Ambos hombres rieron hasta estar a punto de ahogarse, momento en que Vangerdahast se las apañó para coger su mano y besarla.

—Según parece, ansiáis el momento de convertiros en el terror de los jovencitos de Aguas Profundas —señaló—, de modo que me despediré de ambos por ahora, y…

—¡Bien! —exclamó Aglarra Galdekund, librando su mano del mago y gruñendo malhumorada. Entonces lo cogió de las orejas con fuerza, y lo arrastró hacia abajo hasta que tuvo el rostro del mago a su altura y pudo estampar un beso en sus labios. Después de besarlo, dijo apenas a unos centímetros de su cara—: Vele usted por el reino por nosotros, señor mago, al igual que nuestros pensamientos velarán por usted. Cuídelo y manténganos a todos a salvo.

—Señora —replicó Vangerdahast, que de nuevo volvió a mostrarse muy humilde—, así será. —Dio un paso atrás y murmuró—: Ahora no se muevan. —Se despidió de ellos con la mano, y lanzó el hechizo.

Un halo luminoso envolvió a los Galdekund mientras permanecían de pie sobre la piel del dragón, junto a la chimenea.

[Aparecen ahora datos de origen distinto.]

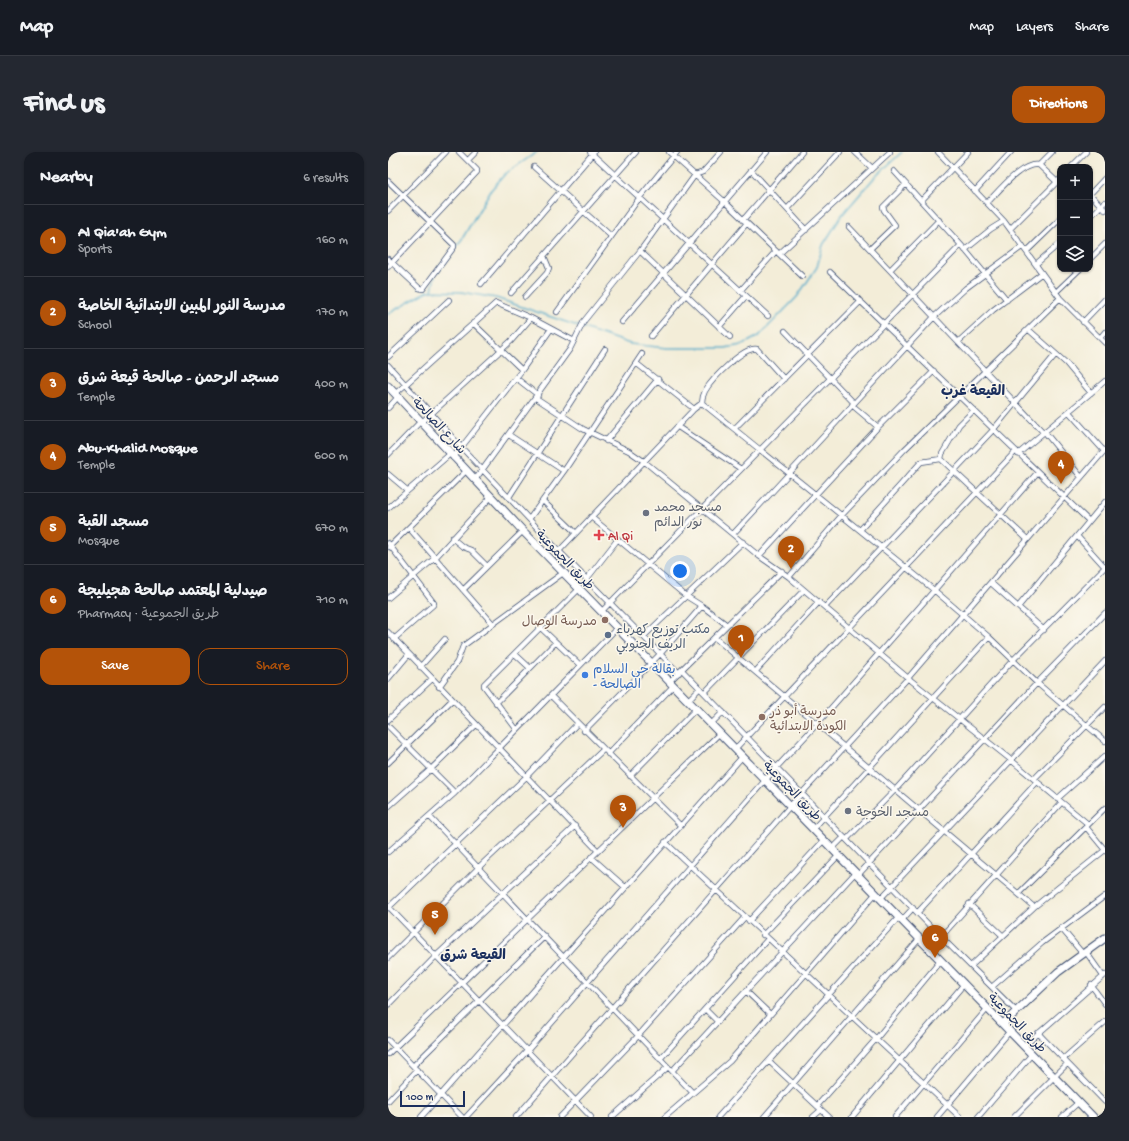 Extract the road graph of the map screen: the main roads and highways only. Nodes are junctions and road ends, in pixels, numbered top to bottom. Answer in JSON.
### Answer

La luz resplandeció con una súbita intensidad, y cuando se difuminó, ambos habían desaparecido con ella.

El mago de la corte movió la cabeza cansado mientras se dirigía a la silla más cercana, donde se hundió agradecido al descubrir que Filfaeril había olvidado allí un precioso vasito, además de su frasco de plata. Lo sostuvo en alto, y creyó percibir al tacto el calor de su cuerpo, y como para confirmarlo se llevó el frasco a la nariz para… sí, aún se olía el perfume de la reina. Sonrió y abrió el frasco. Dios, qué cansado estaba.

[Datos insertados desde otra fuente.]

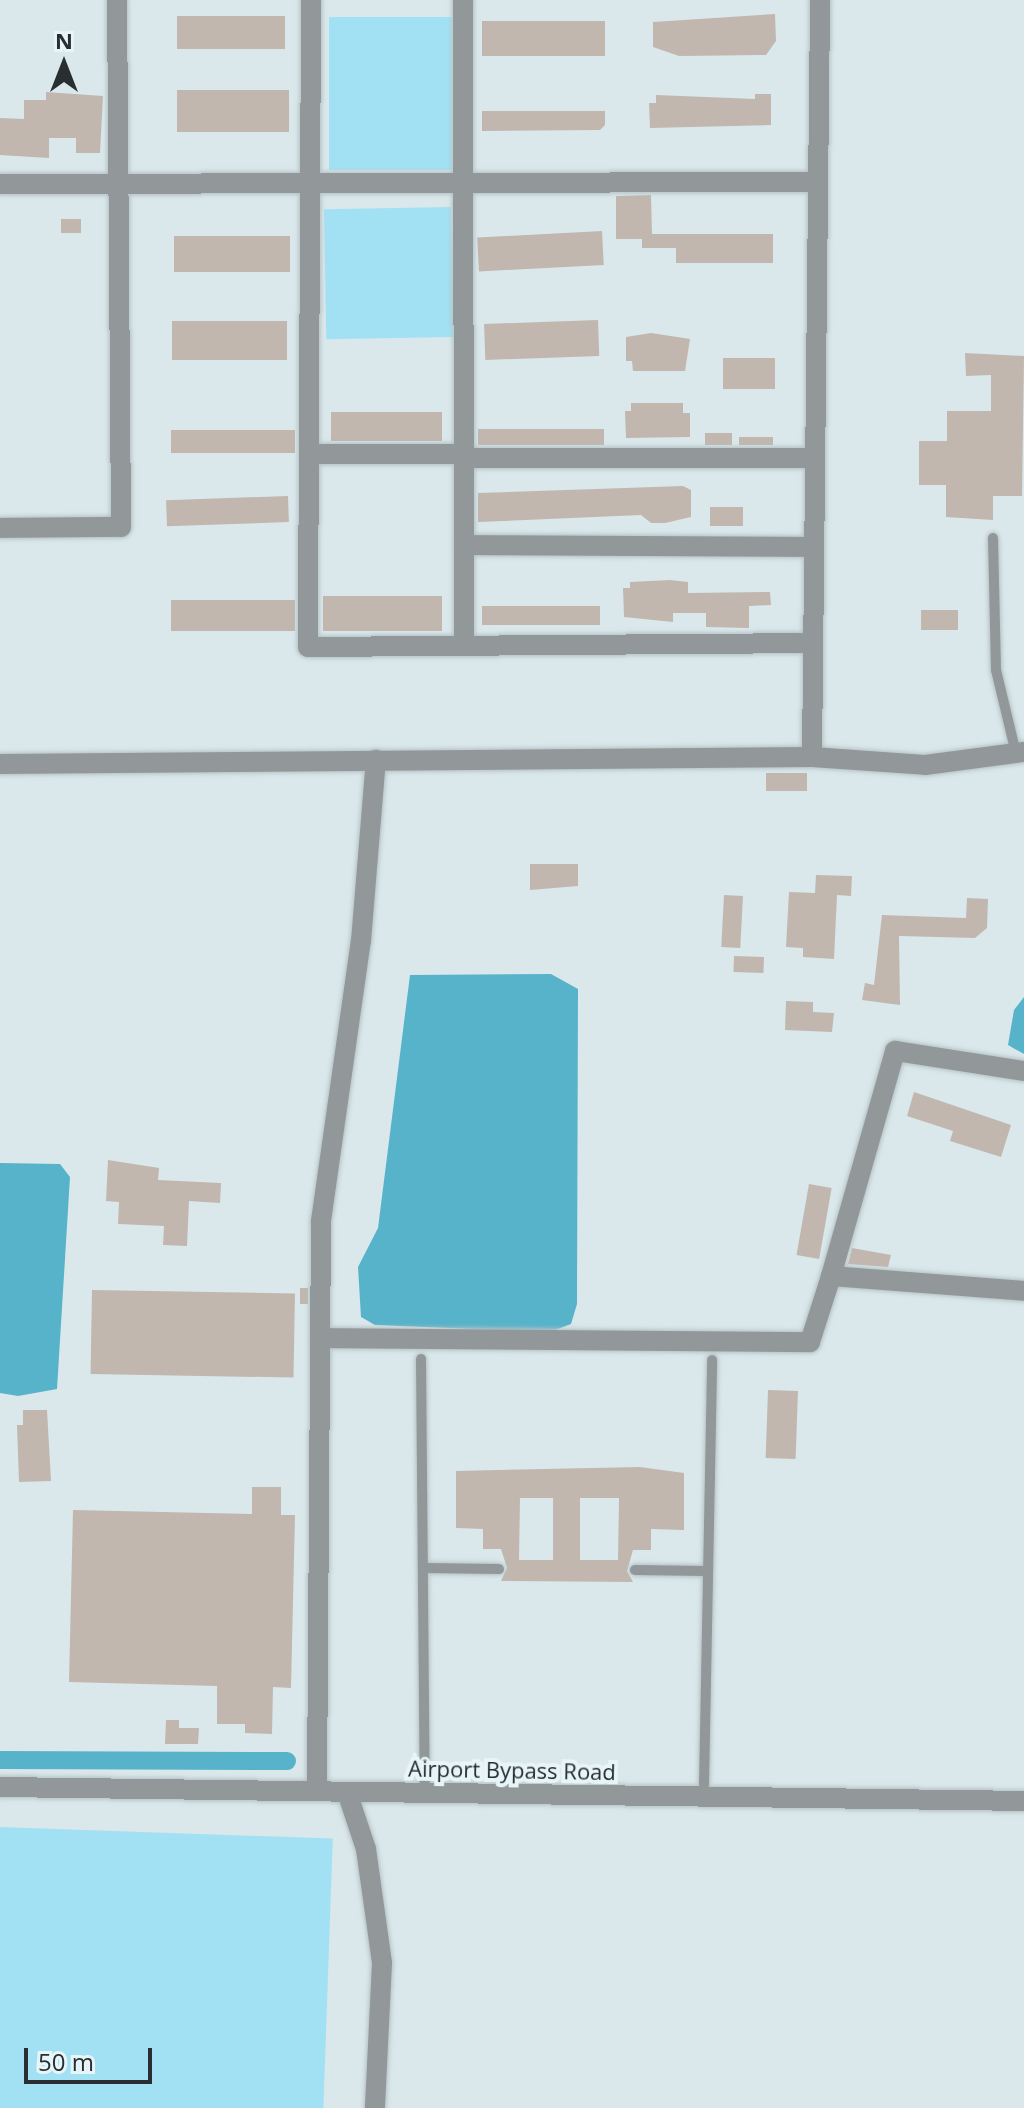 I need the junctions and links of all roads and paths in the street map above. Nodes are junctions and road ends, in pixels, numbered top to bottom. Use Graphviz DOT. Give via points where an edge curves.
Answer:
graph roads {
  1 [pos="117,0"];
  2 [pos="311,0"];
  3 [pos="463,0"];
  4 [pos="820,0"];
  5 [pos="310,182"];
  6 [pos="464,182"];
  7 [pos="818,182"];
  8 [pos="0,184"];
  9 [pos="121,184"];
  10 [pos="309,454"];
  11 [pos="464,456"];
  12 [pos="815,458"];
  13 [pos="0,528"];
  14 [pos="993,538"];
  15 [pos="464,545"];
  16 [pos="814,547"];
  17 [pos="464,643"];
  18 [pos="813,643"];
  19 [pos="1020,752"];
  20 [pos="812,757"];
  21 [pos="376,760"];
  22 [pos="0,764"];
  23 [pos="1024,1071"];
  24 [pos="831,1276"];
  25 [pos="1024,1291"];
  26 [pos="320,1338"];
  27 [pos="421,1359"];
  28 [pos="712,1360"];
  29 [pos="423,1568"];
  30 [pos="499,1569"];
  31 [pos="635,1570"];
  32 [pos="705,1571"];
  33 [pos="425,1782"];
  34 [pos="704,1785"];
  35 [pos="0,1787"];
  36 [pos="317,1791"];
  37 [pos="347,1792"];
  38 [pos="1024,1801"];
  39 [pos="375,2108"];
  1 -- 9 [label="street"];
  2 -- 5 [label="street"];
  3 -- 6 [label="street"];
  4 -- 7 [label="street"];
  5 -- 6 [label="street"];
  5 -- 9 [label="street"];
  5 -- 10 [label="street"];
  6 -- 7 [label="street"];
  6 -- 11 [label="street"];
  7 -- 12 [label="street"];
  8 -- 9 [label="street"];
  9 -- 13 [label="street" via="121,527"];
  10 -- 11 [label="street"];
  10 -- 17 [label="street" via="308,647"];
  11 -- 12 [label="street"];
  11 -- 15 [label="street"];
  12 -- 16 [label="street"];
  14 -- 19 [label="lane" via="996,670"];
  15 -- 16 [label="street"];
  15 -- 17 [label="street"];
  16 -- 18 [label="street"];
  17 -- 18 [label="street"];
  18 -- 20 [label="street"];
  19 -- 20 [label="street" via="925,765"];
  20 -- 21 [label="street"];
  21 -- 22 [label="street"];
  21 -- 26 [label="street" via="361,941 321,1221"];
  23 -- 24 [label="street" via="895,1051"];
  24 -- 25 [label="street"];
  24 -- 26 [label="street" via="810,1342"];
  26 -- 36 [label="street"];
  27 -- 29 [label="lane"];
  28 -- 32 [label="lane"];
  29 -- 30 [label="lane"];
  29 -- 33 [label="lane"];
  31 -- 32 [label="lane"];
  32 -- 34 [label="lane"];
  35 -- 36 [label="street, Airport Bypass Road"];
  36 -- 37 [label="street, Airport Bypass Road"];
  37 -- 38 [label="street, Airport Bypass Road"];
  37 -- 39 [label="street" via="366,1849 382,1963"];
} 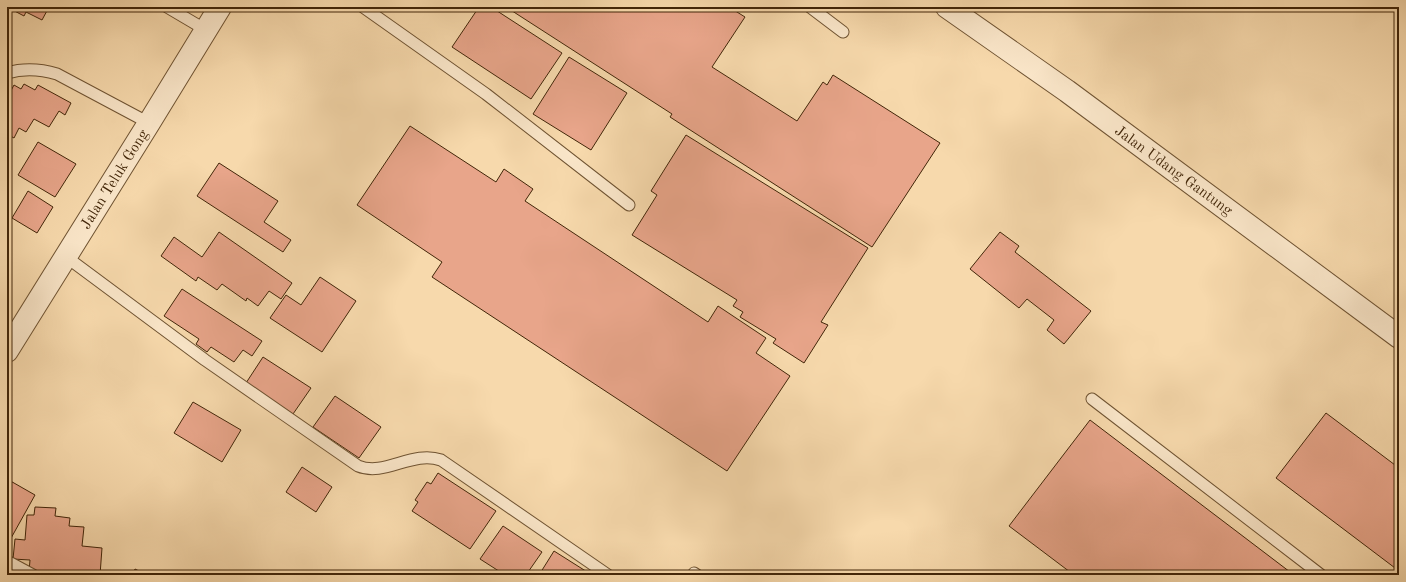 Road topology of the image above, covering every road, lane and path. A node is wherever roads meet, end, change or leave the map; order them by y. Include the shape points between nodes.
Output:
1 (166, 7) edge
2 (220, 7) edge
3 (363, 7) edge
4 (810, 7) edge
5 (947, 7) edge
6 (206, 30) junction
7 (843, 32) dead end
8 (7, 74) edge
9 (149, 123) junction
10 (629, 205) dead end
11 (65, 256) junction
12 (1399, 337) edge
13 (7, 351) edge
14 (1092, 398) dead end
15 (7, 561) edge
16 (33, 575) edge
17 (608, 575) edge
18 (1321, 575) edge

1 - 6 lane
2 - 6 street, Jalan Teluk Gong
3 - 10 lane via 486,94
4 - 7 lane
5 - 12 street, Jalan Udang Gantung via 1067,91
6 - 9 street, Jalan Teluk Gong
8 - 9 lane via 16,71 46,70
9 - 11 street, Jalan Teluk Gong
11 - 13 street, Jalan Teluk Gong
11 - 17 lane via 205,360 358,466 373,469 420,457 441,460
14 - 18 lane
15 - 16 lane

Era vino de especias: ¡Tethyrian tanagluth, su favorito!

—Gracias, mi señora —murmuró en voz baja, vertiendo el líquido en el vasito con mucho cuidado.

Al llevarse el vaso a los labios, Vangerdahast sorbió suavemente junto al fuego que recorrió su garganta, y pensó en los días venideros. Azoun había sido —no, no, aún era— un buen rey… quizá demasiado bueno. Incluso durante la cruzada pocos pensaban que podía morir. Se habían hecho pocos planes en tal caso… planes que debieron contemplarse.

No sabía cómo, pero el vaso estaba vacío. Vangerdahast extendió la mano para coger el frasco. ¿Acaso se había producido alguna vez un cambio de poder tan repentino y peliagudo como aquél?

¿Y sería cierto mago de la corte lo bastante fuerte como para hacer lo que debía?